Source records:
##########

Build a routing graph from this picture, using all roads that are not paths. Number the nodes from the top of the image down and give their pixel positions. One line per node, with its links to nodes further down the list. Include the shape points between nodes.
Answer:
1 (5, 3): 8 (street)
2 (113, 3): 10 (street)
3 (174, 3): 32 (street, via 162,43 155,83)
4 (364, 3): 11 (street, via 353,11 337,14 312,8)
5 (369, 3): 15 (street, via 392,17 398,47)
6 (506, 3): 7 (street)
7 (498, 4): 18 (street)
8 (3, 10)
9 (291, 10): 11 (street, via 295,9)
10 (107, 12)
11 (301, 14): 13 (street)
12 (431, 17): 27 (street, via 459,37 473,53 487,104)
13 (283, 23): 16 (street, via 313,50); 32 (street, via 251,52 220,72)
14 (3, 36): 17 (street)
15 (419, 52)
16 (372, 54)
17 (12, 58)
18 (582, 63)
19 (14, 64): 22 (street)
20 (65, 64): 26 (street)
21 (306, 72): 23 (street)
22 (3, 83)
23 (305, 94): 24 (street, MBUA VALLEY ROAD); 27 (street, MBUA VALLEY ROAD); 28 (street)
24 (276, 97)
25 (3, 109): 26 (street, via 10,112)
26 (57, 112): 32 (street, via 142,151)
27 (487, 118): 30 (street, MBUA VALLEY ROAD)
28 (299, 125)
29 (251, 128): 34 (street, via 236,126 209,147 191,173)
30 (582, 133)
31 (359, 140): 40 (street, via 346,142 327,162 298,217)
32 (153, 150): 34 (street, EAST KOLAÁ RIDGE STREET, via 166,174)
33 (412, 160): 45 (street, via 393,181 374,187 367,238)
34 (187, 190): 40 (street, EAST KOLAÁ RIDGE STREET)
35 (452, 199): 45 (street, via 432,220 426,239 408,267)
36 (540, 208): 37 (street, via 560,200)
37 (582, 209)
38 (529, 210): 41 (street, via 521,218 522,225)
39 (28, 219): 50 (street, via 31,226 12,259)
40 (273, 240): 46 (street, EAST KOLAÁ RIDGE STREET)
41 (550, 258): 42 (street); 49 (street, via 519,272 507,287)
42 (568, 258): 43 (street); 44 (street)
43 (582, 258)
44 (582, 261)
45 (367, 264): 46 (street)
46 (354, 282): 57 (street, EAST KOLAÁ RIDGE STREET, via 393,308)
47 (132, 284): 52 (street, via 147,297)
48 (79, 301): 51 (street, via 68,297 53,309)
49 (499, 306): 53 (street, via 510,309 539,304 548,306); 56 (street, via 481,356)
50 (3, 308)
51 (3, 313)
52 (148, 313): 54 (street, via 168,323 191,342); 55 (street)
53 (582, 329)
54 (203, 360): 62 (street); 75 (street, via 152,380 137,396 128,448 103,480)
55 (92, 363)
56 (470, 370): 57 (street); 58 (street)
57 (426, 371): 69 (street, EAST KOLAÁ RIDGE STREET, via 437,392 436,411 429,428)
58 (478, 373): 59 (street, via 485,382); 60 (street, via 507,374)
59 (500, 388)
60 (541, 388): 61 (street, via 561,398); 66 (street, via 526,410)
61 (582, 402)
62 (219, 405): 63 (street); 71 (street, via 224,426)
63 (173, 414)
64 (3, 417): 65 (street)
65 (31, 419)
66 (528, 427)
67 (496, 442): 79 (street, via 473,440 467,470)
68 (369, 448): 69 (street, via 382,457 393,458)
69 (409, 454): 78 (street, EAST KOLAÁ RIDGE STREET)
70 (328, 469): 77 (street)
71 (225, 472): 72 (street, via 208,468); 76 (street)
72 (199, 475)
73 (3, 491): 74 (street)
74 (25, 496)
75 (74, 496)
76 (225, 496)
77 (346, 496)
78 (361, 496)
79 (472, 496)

##########

#### WHAT TO PRODUCE
Wherever the string "KOLAÁ" appears in the records, copy the whole line.

#### SOLUTION
32 (153, 150): 34 (street, EAST KOLAÁ RIDGE STREET, via 166,174)
34 (187, 190): 40 (street, EAST KOLAÁ RIDGE STREET)
40 (273, 240): 46 (street, EAST KOLAÁ RIDGE STREET)
46 (354, 282): 57 (street, EAST KOLAÁ RIDGE STREET, via 393,308)
57 (426, 371): 69 (street, EAST KOLAÁ RIDGE STREET, via 437,392 436,411 429,428)
69 (409, 454): 78 (street, EAST KOLAÁ RIDGE STREET)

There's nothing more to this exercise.